また、資源保護のため、北太平洋での国際的なサンマ漁獲枠も

前年より5%削減されました。

ただし、日本の漁獲枠は近年の実際の漁獲量を上回っているため、

今回の不漁は「漁獲枠が少ないから獲れない」のではなく、

「そもそも魚が来ない」という資源そのものの減少が

大きな要因と考えられています。

この影響は漁業者だけにとどまりません。

缶詰や干物などを製造する水産加工業では原料確保が難しくなり、

価格上昇や商品の供給不足も懸念されています。

一方で、水産業界では環境の変化に対応するため、

新たな動きも広がっています。

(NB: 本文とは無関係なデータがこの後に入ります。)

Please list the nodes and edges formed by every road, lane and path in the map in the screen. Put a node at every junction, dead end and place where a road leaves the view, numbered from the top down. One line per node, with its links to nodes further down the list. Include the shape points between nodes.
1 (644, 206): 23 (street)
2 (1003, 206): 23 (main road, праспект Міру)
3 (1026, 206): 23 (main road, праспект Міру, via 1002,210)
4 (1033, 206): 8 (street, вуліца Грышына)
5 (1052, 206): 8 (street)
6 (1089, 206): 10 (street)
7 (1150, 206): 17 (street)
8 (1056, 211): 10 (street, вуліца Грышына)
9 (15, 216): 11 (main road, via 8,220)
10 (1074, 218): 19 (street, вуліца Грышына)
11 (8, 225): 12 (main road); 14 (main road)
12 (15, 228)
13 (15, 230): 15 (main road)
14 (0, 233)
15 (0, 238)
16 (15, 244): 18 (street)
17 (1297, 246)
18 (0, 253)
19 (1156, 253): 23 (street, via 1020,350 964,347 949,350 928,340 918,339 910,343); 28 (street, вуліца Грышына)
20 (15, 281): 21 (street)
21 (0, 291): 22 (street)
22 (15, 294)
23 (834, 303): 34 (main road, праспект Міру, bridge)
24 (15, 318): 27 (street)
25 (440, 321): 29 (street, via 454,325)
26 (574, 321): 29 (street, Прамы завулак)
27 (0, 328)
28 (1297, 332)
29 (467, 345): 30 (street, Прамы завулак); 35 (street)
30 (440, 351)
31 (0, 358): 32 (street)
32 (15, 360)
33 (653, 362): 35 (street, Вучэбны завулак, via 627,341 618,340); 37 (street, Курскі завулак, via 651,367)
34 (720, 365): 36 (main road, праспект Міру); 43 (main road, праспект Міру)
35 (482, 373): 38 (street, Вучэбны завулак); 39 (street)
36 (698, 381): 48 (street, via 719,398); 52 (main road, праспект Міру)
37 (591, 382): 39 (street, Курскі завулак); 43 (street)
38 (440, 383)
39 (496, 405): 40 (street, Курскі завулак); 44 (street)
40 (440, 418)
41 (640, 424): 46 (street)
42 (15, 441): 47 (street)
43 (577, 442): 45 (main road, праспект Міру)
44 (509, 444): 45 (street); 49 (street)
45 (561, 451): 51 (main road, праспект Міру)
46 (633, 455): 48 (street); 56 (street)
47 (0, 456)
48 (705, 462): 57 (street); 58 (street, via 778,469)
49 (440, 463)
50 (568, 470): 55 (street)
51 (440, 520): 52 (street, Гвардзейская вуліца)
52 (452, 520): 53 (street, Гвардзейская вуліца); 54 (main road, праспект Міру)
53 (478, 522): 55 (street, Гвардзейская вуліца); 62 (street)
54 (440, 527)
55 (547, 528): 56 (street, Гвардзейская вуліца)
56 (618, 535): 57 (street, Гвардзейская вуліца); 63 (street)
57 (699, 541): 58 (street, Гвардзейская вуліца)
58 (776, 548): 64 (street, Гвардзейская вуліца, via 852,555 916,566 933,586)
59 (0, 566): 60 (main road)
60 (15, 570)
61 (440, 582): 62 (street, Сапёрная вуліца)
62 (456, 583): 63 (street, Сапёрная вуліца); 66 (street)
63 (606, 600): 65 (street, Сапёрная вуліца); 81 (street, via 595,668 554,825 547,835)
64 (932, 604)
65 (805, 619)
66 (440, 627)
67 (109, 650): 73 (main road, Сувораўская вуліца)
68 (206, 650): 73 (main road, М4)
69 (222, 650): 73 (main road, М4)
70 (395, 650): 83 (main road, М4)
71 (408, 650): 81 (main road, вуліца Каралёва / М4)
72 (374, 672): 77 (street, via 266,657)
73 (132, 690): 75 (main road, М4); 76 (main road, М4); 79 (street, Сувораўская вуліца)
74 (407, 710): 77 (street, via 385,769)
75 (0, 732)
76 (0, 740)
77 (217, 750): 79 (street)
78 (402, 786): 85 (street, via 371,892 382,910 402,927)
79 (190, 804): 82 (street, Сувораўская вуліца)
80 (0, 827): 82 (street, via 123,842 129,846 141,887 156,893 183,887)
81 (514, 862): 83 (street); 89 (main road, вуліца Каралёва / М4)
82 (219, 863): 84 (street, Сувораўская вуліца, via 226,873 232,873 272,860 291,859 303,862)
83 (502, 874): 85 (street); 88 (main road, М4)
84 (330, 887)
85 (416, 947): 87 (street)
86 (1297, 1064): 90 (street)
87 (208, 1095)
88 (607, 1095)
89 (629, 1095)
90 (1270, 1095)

サンマに代わり、

資源量が豊富なマイワシやサバへの漁獲シフトが進み、

加工会社でもイワシやカツオなどを活用した新商品の開発が

進められています。

さらに、天然資源に依存しない完全養殖技術の研究も

進められるなど、漁業全体が大きな転換期を迎えています。

私たちは普段、スーパーに並ぶ魚を見るだけでは、

その背景にある海の変化を実感することはあまりありません。

しかし、サンマの不漁は、地球温暖化や海洋環境の変化が

私たちの食卓にまで影響を及ぼしていることを示す

象徴的な出来事ともいえます。

サンマの不漁は、一時的な出来事ではなく、

海洋環境の変化に伴う構造的な課題となりつつあります。

これまで当たり前だった魚が当たり前に獲れない時代を迎え、

日本の漁業や水産加工業は新たな魚種への転換や

技術革新を進めています。

私たち消費者も、旬の魚を楽しみながらも、

その時々の資源状況に応じてさまざまな魚を選ぶということが、

スタンダードになっていくのではないでしょうか。